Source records
● ● ● ●

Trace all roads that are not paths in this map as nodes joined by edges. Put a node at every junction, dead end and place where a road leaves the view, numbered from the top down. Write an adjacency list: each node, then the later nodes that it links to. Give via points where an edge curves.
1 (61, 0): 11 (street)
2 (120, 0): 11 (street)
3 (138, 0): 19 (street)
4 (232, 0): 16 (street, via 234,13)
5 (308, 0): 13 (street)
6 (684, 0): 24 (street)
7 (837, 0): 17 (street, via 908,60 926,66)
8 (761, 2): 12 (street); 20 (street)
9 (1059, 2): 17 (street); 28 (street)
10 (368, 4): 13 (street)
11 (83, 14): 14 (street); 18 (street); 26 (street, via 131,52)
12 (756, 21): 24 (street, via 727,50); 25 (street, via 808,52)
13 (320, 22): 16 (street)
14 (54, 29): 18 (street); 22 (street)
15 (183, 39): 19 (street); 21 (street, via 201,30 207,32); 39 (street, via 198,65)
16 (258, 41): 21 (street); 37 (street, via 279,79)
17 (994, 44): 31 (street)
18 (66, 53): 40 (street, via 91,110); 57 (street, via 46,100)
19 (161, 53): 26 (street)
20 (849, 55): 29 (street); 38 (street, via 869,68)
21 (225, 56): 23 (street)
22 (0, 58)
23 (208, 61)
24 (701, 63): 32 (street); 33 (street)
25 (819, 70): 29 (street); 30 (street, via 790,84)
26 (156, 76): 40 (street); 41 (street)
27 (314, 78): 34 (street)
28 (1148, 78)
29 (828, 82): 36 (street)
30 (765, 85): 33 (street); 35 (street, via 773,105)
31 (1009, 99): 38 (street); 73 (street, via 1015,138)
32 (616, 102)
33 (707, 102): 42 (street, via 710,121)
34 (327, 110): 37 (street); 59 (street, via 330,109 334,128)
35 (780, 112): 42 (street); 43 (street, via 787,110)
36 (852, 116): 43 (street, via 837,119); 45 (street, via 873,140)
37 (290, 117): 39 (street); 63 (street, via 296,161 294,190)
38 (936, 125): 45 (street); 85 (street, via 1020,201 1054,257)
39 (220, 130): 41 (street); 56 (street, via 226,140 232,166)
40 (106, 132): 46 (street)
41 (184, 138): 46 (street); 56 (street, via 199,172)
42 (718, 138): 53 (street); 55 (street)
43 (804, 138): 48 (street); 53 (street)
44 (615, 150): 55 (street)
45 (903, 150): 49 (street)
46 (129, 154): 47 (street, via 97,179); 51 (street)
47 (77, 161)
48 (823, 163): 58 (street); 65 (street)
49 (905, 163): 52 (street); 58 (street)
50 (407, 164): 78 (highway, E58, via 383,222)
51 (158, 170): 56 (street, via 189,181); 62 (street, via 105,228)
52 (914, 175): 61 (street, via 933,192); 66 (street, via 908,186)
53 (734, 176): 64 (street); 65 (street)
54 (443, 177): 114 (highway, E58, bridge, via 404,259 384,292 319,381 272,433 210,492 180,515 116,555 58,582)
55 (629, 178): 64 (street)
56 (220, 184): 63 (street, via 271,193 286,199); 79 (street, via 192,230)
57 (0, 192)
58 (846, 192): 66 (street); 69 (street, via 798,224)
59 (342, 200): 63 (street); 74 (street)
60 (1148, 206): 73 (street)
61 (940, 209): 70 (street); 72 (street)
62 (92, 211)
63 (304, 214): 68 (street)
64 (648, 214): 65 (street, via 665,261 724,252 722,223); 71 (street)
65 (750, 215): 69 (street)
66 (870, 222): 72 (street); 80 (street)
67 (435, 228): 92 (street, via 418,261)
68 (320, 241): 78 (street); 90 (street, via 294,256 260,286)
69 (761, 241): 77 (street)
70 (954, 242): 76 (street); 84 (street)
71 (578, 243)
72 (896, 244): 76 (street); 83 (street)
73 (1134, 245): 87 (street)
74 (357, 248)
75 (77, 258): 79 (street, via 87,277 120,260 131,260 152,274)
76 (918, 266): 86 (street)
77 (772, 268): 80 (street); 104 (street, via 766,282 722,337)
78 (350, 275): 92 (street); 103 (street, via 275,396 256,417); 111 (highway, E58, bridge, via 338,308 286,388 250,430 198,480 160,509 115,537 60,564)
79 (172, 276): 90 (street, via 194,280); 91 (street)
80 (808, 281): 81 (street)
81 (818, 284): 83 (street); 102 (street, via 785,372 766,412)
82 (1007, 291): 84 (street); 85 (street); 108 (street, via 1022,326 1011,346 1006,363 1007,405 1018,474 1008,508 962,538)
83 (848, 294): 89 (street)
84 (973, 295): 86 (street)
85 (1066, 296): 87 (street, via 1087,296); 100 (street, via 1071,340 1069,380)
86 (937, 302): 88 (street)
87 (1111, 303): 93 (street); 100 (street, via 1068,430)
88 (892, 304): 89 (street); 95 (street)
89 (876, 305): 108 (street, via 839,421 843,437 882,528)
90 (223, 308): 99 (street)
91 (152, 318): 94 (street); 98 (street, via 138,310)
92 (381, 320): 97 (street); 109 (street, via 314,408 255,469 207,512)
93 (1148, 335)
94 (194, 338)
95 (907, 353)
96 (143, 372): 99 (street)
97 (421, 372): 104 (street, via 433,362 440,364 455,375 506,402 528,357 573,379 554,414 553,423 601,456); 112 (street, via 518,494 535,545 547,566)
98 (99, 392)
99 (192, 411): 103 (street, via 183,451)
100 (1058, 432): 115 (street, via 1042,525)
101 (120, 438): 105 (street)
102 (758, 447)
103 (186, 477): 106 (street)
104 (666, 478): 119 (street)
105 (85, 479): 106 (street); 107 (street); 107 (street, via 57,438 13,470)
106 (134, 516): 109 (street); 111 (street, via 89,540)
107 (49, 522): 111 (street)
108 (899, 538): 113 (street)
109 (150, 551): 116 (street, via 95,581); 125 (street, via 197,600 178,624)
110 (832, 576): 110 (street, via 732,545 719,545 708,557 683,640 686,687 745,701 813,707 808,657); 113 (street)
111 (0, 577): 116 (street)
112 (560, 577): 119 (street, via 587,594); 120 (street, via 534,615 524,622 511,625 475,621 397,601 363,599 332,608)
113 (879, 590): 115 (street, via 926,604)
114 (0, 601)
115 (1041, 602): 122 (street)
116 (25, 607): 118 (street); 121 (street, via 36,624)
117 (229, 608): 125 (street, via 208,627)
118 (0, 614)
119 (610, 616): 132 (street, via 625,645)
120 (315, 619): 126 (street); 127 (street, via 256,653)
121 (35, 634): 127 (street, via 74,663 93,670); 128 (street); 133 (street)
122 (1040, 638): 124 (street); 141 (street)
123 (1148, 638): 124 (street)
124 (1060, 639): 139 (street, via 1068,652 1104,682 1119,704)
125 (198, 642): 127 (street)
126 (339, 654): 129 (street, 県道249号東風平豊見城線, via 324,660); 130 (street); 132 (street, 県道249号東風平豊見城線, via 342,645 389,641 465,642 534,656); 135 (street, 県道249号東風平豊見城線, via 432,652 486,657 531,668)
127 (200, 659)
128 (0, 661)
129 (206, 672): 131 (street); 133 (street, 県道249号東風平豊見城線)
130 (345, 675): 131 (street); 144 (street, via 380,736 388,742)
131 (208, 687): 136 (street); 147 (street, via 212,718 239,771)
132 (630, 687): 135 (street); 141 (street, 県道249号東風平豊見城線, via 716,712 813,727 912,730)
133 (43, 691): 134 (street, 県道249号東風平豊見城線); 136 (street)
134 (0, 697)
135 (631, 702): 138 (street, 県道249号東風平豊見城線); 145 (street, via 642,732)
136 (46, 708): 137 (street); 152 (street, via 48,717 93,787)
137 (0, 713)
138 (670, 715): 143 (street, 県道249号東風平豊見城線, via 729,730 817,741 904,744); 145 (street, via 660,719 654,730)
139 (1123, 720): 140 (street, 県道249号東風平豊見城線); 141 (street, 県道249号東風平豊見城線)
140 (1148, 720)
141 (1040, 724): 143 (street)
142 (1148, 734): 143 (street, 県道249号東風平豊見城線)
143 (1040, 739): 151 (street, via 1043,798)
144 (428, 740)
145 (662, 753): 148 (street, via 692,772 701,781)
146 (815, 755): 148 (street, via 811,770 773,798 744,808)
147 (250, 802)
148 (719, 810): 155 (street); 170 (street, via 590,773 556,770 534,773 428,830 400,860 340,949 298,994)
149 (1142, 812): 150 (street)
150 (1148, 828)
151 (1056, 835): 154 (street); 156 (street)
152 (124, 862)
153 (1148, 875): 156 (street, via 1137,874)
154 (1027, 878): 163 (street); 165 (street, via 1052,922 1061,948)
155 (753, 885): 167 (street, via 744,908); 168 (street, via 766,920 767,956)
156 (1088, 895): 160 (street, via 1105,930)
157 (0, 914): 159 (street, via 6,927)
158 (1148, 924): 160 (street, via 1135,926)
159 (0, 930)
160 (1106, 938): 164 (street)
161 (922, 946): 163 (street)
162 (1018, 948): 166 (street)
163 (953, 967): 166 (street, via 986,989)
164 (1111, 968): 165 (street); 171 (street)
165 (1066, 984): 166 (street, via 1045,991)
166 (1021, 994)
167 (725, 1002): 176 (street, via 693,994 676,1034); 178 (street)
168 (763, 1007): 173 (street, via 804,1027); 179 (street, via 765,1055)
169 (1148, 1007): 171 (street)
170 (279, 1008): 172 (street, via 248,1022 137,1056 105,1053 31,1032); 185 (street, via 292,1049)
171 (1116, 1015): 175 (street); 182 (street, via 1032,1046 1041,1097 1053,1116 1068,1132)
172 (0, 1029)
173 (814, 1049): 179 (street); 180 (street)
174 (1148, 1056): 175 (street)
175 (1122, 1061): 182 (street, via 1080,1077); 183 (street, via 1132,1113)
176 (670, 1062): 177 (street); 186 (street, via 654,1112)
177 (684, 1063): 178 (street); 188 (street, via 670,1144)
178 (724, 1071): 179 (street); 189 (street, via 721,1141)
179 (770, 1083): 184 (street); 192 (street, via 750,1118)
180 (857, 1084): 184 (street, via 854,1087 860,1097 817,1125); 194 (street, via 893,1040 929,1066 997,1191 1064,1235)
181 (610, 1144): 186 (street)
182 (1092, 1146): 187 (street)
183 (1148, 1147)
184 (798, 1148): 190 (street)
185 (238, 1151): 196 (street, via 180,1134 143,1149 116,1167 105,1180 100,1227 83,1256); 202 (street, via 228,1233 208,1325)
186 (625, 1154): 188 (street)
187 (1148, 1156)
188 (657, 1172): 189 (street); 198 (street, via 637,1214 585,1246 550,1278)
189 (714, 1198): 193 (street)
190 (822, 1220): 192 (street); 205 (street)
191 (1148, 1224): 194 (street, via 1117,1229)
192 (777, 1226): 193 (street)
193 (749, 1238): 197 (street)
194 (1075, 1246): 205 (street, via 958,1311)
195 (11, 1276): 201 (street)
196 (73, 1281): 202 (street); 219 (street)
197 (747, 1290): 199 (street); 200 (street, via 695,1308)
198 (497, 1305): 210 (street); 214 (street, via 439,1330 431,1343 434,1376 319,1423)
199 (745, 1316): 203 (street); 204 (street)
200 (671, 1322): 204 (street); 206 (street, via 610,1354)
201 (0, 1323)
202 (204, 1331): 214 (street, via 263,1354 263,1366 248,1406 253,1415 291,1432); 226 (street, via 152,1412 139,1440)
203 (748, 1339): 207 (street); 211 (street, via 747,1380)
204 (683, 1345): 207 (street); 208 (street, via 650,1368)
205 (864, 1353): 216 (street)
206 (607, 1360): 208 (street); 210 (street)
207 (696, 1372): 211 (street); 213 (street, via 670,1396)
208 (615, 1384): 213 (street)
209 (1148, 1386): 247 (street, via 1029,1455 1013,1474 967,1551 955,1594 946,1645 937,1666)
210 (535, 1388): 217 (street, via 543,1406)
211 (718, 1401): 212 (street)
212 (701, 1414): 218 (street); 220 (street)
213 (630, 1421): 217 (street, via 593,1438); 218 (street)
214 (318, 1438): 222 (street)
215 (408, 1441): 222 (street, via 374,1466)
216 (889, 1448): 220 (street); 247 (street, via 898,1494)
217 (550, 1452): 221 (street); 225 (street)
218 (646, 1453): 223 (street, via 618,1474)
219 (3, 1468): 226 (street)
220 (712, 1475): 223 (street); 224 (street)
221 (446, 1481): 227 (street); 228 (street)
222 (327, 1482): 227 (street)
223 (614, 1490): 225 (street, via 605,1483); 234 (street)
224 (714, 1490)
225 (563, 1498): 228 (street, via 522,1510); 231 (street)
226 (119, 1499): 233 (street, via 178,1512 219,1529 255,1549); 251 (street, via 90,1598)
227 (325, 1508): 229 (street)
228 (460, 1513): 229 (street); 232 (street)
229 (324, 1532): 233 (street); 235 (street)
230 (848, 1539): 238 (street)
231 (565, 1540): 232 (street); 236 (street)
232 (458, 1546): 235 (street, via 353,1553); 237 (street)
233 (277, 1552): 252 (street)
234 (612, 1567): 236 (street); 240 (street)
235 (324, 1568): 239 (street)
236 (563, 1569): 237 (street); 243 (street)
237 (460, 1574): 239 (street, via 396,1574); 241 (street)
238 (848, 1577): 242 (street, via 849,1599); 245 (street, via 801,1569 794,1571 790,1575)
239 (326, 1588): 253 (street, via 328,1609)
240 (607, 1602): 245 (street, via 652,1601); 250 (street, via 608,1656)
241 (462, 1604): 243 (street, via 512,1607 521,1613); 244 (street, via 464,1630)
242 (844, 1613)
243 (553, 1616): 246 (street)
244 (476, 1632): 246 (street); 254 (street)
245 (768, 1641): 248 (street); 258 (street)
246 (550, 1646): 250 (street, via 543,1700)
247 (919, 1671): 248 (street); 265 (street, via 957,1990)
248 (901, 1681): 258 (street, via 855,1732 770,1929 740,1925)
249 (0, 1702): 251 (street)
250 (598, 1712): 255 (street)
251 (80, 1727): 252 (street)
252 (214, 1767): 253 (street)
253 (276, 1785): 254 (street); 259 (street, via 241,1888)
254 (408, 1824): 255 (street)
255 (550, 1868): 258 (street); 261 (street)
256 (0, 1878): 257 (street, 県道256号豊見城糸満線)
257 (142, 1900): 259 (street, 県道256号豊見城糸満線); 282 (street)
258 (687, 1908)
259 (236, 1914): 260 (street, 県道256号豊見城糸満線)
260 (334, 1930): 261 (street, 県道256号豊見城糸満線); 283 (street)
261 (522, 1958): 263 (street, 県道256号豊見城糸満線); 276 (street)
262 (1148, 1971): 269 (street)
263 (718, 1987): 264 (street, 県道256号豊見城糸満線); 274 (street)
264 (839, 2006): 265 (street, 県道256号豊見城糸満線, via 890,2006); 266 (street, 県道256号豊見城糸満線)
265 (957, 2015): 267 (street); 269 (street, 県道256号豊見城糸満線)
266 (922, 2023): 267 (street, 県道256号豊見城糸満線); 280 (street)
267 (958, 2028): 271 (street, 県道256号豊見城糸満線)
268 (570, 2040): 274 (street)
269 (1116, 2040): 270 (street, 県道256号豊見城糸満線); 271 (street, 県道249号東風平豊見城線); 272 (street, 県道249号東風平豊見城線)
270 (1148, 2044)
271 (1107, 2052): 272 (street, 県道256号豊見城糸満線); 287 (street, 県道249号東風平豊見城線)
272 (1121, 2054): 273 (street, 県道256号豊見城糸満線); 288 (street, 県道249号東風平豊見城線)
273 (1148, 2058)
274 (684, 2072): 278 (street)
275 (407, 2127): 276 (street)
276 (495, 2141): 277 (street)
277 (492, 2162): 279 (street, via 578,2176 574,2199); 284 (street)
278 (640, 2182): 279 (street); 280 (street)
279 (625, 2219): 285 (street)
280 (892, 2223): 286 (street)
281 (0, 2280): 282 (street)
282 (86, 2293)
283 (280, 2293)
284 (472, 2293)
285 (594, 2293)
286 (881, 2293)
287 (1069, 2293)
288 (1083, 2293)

● ● ● ●

TASK INSTRUCTIONS »
How many lines of the data hold the string "highway"? Reply with the number alone.

WRITTEN ANSWER »
3